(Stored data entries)

+ + + +

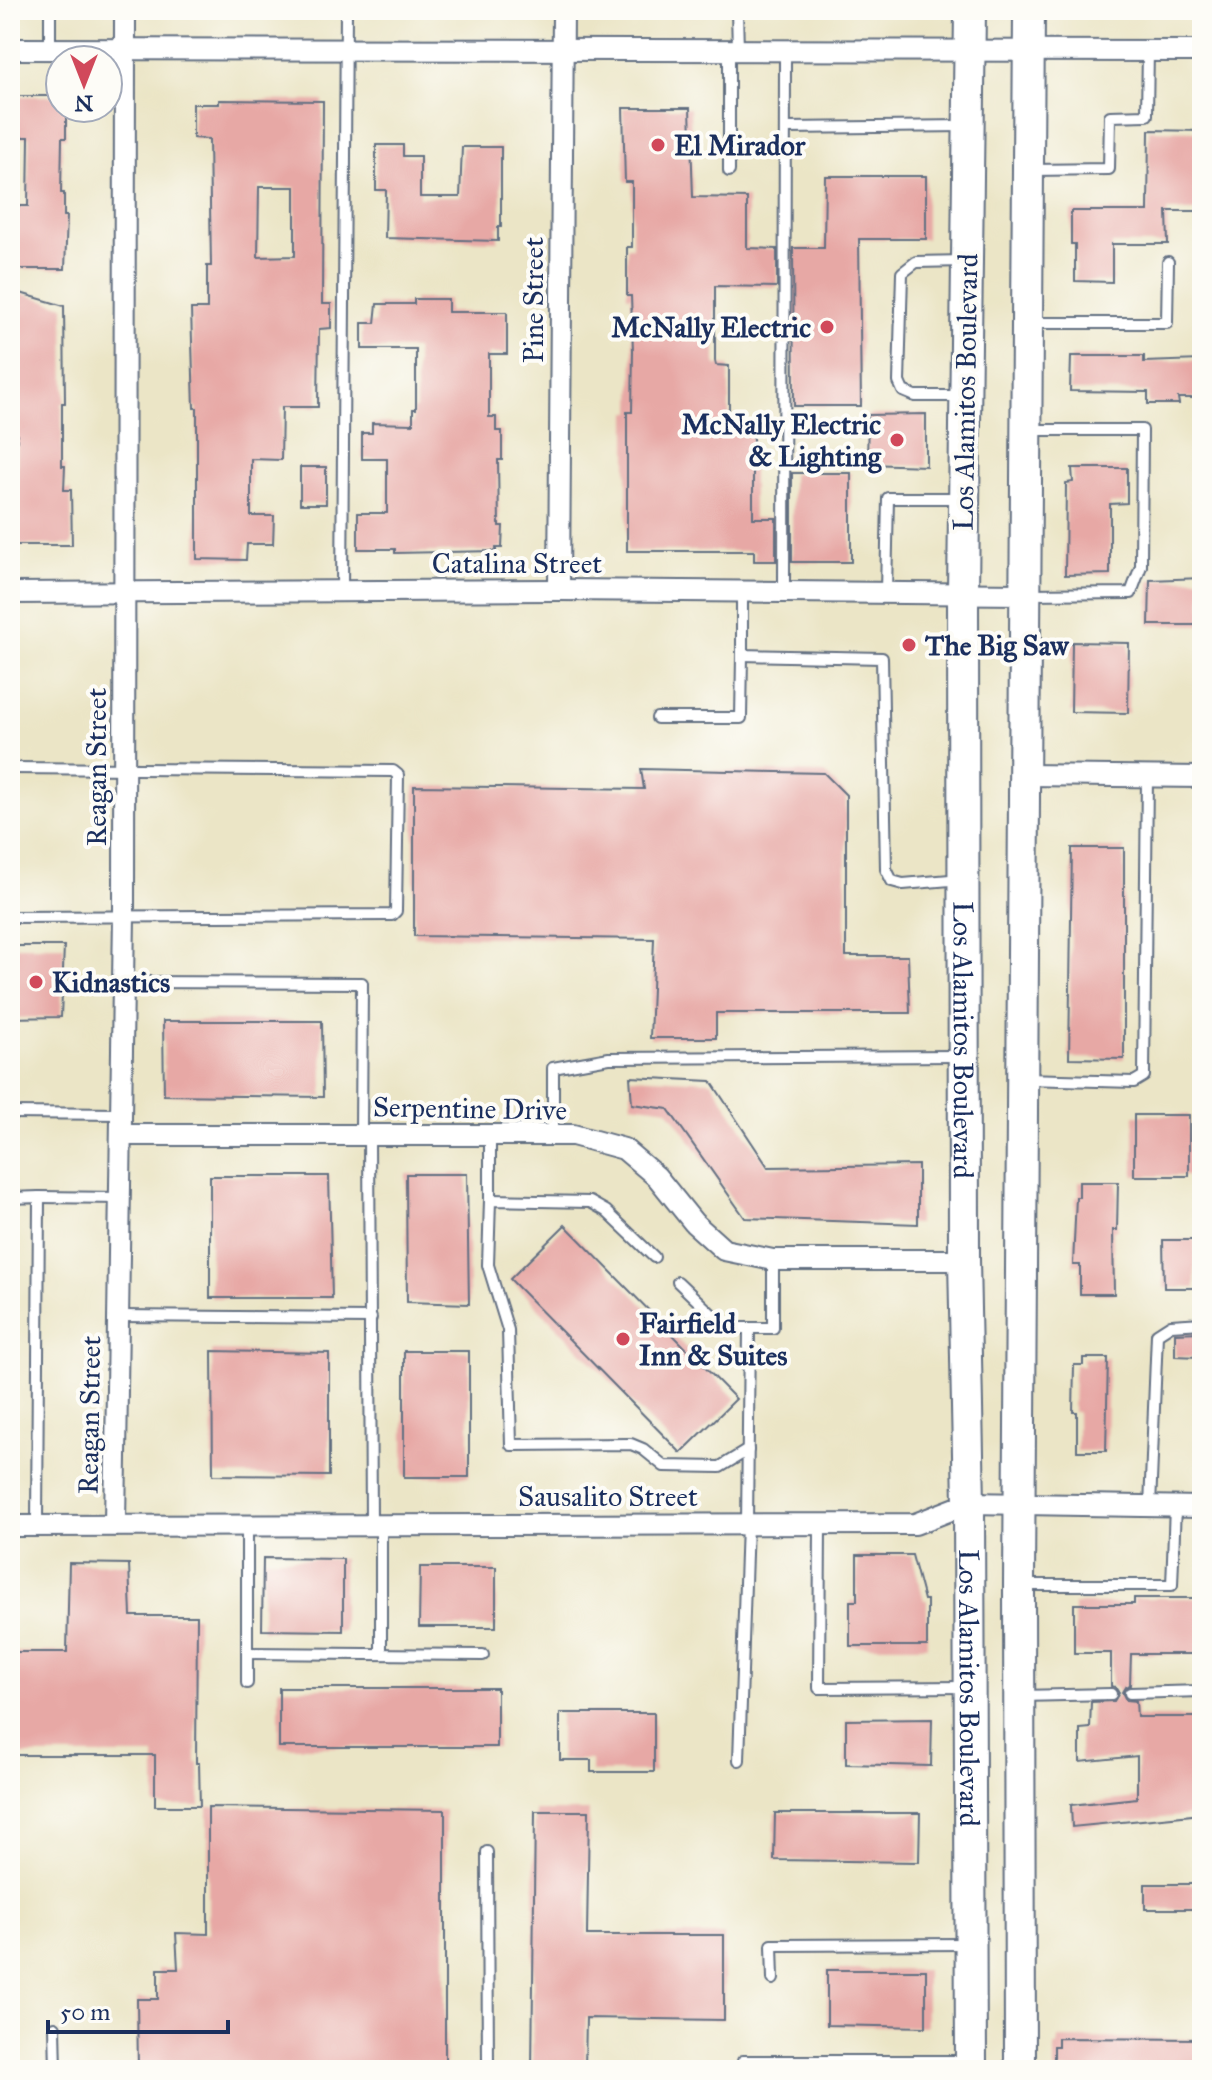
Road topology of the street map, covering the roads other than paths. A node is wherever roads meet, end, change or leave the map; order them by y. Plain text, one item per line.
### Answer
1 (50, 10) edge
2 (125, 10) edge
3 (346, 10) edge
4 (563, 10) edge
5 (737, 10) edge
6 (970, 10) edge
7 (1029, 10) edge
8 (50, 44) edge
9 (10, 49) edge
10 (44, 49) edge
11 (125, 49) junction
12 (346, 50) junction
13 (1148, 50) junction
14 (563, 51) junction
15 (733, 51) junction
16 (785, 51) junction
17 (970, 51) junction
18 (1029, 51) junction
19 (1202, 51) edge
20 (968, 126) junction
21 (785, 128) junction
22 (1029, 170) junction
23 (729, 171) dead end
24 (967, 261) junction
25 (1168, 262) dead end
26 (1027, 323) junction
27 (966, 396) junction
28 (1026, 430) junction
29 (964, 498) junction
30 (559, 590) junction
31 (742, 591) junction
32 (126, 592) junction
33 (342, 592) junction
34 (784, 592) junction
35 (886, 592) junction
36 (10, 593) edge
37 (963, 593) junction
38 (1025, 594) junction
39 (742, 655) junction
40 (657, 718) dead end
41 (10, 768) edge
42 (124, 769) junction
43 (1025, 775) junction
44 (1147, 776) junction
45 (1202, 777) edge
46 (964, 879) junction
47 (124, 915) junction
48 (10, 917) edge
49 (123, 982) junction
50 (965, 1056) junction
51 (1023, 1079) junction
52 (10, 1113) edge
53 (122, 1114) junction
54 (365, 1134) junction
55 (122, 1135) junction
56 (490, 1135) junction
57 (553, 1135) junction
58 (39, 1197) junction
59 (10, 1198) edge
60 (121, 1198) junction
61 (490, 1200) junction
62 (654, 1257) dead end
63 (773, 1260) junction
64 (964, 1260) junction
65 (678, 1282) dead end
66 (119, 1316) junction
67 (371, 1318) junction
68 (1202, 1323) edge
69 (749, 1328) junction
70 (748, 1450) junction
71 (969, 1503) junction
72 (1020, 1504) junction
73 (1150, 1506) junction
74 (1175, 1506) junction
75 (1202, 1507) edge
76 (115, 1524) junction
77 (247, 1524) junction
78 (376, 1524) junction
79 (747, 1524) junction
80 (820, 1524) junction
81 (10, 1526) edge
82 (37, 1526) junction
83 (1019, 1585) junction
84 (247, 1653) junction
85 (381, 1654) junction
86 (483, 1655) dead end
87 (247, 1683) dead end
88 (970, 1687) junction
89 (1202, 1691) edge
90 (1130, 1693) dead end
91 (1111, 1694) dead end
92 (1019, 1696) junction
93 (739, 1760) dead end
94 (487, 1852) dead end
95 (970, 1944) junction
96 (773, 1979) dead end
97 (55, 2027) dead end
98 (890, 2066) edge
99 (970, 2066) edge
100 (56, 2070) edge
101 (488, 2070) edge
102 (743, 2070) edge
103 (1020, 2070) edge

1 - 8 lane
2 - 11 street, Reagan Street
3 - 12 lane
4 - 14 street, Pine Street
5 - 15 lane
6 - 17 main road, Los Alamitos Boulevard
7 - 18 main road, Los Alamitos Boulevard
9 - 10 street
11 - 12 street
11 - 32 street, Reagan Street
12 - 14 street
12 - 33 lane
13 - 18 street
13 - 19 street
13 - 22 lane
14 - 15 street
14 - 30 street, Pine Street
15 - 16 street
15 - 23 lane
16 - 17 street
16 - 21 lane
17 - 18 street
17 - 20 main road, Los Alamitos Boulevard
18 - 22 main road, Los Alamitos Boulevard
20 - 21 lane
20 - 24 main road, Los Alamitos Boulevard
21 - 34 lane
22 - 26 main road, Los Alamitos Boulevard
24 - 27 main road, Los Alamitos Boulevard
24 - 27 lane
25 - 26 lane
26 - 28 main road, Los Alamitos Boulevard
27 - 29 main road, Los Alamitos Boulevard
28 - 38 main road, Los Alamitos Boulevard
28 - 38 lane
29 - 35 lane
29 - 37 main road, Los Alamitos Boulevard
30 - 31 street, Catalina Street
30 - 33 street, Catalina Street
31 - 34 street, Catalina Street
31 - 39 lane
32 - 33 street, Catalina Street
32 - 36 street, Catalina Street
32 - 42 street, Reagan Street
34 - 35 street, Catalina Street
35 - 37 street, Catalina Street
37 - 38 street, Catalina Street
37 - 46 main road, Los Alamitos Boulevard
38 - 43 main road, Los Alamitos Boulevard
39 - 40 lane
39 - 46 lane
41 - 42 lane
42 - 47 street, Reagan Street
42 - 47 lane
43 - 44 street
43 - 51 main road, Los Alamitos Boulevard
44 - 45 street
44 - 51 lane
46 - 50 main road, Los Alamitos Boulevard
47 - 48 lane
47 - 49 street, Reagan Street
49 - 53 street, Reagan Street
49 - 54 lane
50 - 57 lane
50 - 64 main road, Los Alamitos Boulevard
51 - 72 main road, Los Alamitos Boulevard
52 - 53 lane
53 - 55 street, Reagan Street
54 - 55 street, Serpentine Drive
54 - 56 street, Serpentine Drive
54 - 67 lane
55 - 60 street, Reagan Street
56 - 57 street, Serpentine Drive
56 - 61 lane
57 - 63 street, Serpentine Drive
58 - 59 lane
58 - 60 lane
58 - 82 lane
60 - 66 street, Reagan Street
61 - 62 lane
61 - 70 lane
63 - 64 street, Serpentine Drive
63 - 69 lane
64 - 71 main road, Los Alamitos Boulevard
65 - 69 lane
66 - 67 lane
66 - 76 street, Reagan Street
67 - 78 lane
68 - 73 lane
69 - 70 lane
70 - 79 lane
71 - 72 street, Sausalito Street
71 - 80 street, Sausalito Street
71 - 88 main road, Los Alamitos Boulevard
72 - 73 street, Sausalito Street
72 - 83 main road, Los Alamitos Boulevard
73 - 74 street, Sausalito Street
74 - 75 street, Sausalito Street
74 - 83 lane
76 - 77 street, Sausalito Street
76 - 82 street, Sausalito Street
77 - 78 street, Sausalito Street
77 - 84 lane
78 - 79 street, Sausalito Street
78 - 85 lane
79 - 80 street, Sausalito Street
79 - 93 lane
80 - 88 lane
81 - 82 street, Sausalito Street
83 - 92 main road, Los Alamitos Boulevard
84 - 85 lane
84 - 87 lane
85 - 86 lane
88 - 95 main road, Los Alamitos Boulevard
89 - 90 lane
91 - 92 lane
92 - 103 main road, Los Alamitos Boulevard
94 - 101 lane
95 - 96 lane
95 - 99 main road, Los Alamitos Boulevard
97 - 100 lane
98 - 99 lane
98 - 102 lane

+ + + +

Task directions | Reproduce all of the entries word for word, skipping any pictures they hold.

Response to the exercise |
Road topology of the street map, covering the roads other than paths. A node is wherever roads meet, end, change or leave the map; order them by y. Plain text, one item per line.
### Answer
1 (50, 10) edge
2 (125, 10) edge
3 (346, 10) edge
4 (563, 10) edge
5 (737, 10) edge
6 (970, 10) edge
7 (1029, 10) edge
8 (50, 44) edge
9 (10, 49) edge
10 (44, 49) edge
11 (125, 49) junction
12 (346, 50) junction
13 (1148, 50) junction
14 (563, 51) junction
15 (733, 51) junction
16 (785, 51) junction
17 (970, 51) junction
18 (1029, 51) junction
19 (1202, 51) edge
20 (968, 126) junction
21 (785, 128) junction
22 (1029, 170) junction
23 (729, 171) dead end
24 (967, 261) junction
25 (1168, 262) dead end
26 (1027, 323) junction
27 (966, 396) junction
28 (1026, 430) junction
29 (964, 498) junction
30 (559, 590) junction
31 (742, 591) junction
32 (126, 592) junction
33 (342, 592) junction
34 (784, 592) junction
35 (886, 592) junction
36 (10, 593) edge
37 (963, 593) junction
38 (1025, 594) junction
39 (742, 655) junction
40 (657, 718) dead end
41 (10, 768) edge
42 (124, 769) junction
43 (1025, 775) junction
44 (1147, 776) junction
45 (1202, 777) edge
46 (964, 879) junction
47 (124, 915) junction
48 (10, 917) edge
49 (123, 982) junction
50 (965, 1056) junction
51 (1023, 1079) junction
52 (10, 1113) edge
53 (122, 1114) junction
54 (365, 1134) junction
55 (122, 1135) junction
56 (490, 1135) junction
57 (553, 1135) junction
58 (39, 1197) junction
59 (10, 1198) edge
60 (121, 1198) junction
61 (490, 1200) junction
62 (654, 1257) dead end
63 (773, 1260) junction
64 (964, 1260) junction
65 (678, 1282) dead end
66 (119, 1316) junction
67 (371, 1318) junction
68 (1202, 1323) edge
69 (749, 1328) junction
70 (748, 1450) junction
71 (969, 1503) junction
72 (1020, 1504) junction
73 (1150, 1506) junction
74 (1175, 1506) junction
75 (1202, 1507) edge
76 (115, 1524) junction
77 (247, 1524) junction
78 (376, 1524) junction
79 (747, 1524) junction
80 (820, 1524) junction
81 (10, 1526) edge
82 (37, 1526) junction
83 (1019, 1585) junction
84 (247, 1653) junction
85 (381, 1654) junction
86 (483, 1655) dead end
87 (247, 1683) dead end
88 (970, 1687) junction
89 (1202, 1691) edge
90 (1130, 1693) dead end
91 (1111, 1694) dead end
92 (1019, 1696) junction
93 (739, 1760) dead end
94 (487, 1852) dead end
95 (970, 1944) junction
96 (773, 1979) dead end
97 (55, 2027) dead end
98 (890, 2066) edge
99 (970, 2066) edge
100 (56, 2070) edge
101 (488, 2070) edge
102 (743, 2070) edge
103 (1020, 2070) edge

1 - 8 lane
2 - 11 street, Reagan Street
3 - 12 lane
4 - 14 street, Pine Street
5 - 15 lane
6 - 17 main road, Los Alamitos Boulevard
7 - 18 main road, Los Alamitos Boulevard
9 - 10 street
11 - 12 street
11 - 32 street, Reagan Street
12 - 14 street
12 - 33 lane
13 - 18 street
13 - 19 street
13 - 22 lane
14 - 15 street
14 - 30 street, Pine Street
15 - 16 street
15 - 23 lane
16 - 17 street
16 - 21 lane
17 - 18 street
17 - 20 main road, Los Alamitos Boulevard
18 - 22 main road, Los Alamitos Boulevard
20 - 21 lane
20 - 24 main road, Los Alamitos Boulevard
21 - 34 lane
22 - 26 main road, Los Alamitos Boulevard
24 - 27 main road, Los Alamitos Boulevard
24 - 27 lane
25 - 26 lane
26 - 28 main road, Los Alamitos Boulevard
27 - 29 main road, Los Alamitos Boulevard
28 - 38 main road, Los Alamitos Boulevard
28 - 38 lane
29 - 35 lane
29 - 37 main road, Los Alamitos Boulevard
30 - 31 street, Catalina Street
30 - 33 street, Catalina Street
31 - 34 street, Catalina Street
31 - 39 lane
32 - 33 street, Catalina Street
32 - 36 street, Catalina Street
32 - 42 street, Reagan Street
34 - 35 street, Catalina Street
35 - 37 street, Catalina Street
37 - 38 street, Catalina Street
37 - 46 main road, Los Alamitos Boulevard
38 - 43 main road, Los Alamitos Boulevard
39 - 40 lane
39 - 46 lane
41 - 42 lane
42 - 47 street, Reagan Street
42 - 47 lane
43 - 44 street
43 - 51 main road, Los Alamitos Boulevard
44 - 45 street
44 - 51 lane
46 - 50 main road, Los Alamitos Boulevard
47 - 48 lane
47 - 49 street, Reagan Street
49 - 53 street, Reagan Street
49 - 54 lane
50 - 57 lane
50 - 64 main road, Los Alamitos Boulevard
51 - 72 main road, Los Alamitos Boulevard
52 - 53 lane
53 - 55 street, Reagan Street
54 - 55 street, Serpentine Drive
54 - 56 street, Serpentine Drive
54 - 67 lane
55 - 60 street, Reagan Street
56 - 57 street, Serpentine Drive
56 - 61 lane
57 - 63 street, Serpentine Drive
58 - 59 lane
58 - 60 lane
58 - 82 lane
60 - 66 street, Reagan Street
61 - 62 lane
61 - 70 lane
63 - 64 street, Serpentine Drive
63 - 69 lane
64 - 71 main road, Los Alamitos Boulevard
65 - 69 lane
66 - 67 lane
66 - 76 street, Reagan Street
67 - 78 lane
68 - 73 lane
69 - 70 lane
70 - 79 lane
71 - 72 street, Sausalito Street
71 - 80 street, Sausalito Street
71 - 88 main road, Los Alamitos Boulevard
72 - 73 street, Sausalito Street
72 - 83 main road, Los Alamitos Boulevard
73 - 74 street, Sausalito Street
74 - 75 street, Sausalito Street
74 - 83 lane
76 - 77 street, Sausalito Street
76 - 82 street, Sausalito Street
77 - 78 street, Sausalito Street
77 - 84 lane
78 - 79 street, Sausalito Street
78 - 85 lane
79 - 80 street, Sausalito Street
79 - 93 lane
80 - 88 lane
81 - 82 street, Sausalito Street
83 - 92 main road, Los Alamitos Boulevard
84 - 85 lane
84 - 87 lane
85 - 86 lane
88 - 95 main road, Los Alamitos Boulevard
89 - 90 lane
91 - 92 lane
92 - 103 main road, Los Alamitos Boulevard
94 - 101 lane
95 - 96 lane
95 - 99 main road, Los Alamitos Boulevard
97 - 100 lane
98 - 99 lane
98 - 102 lane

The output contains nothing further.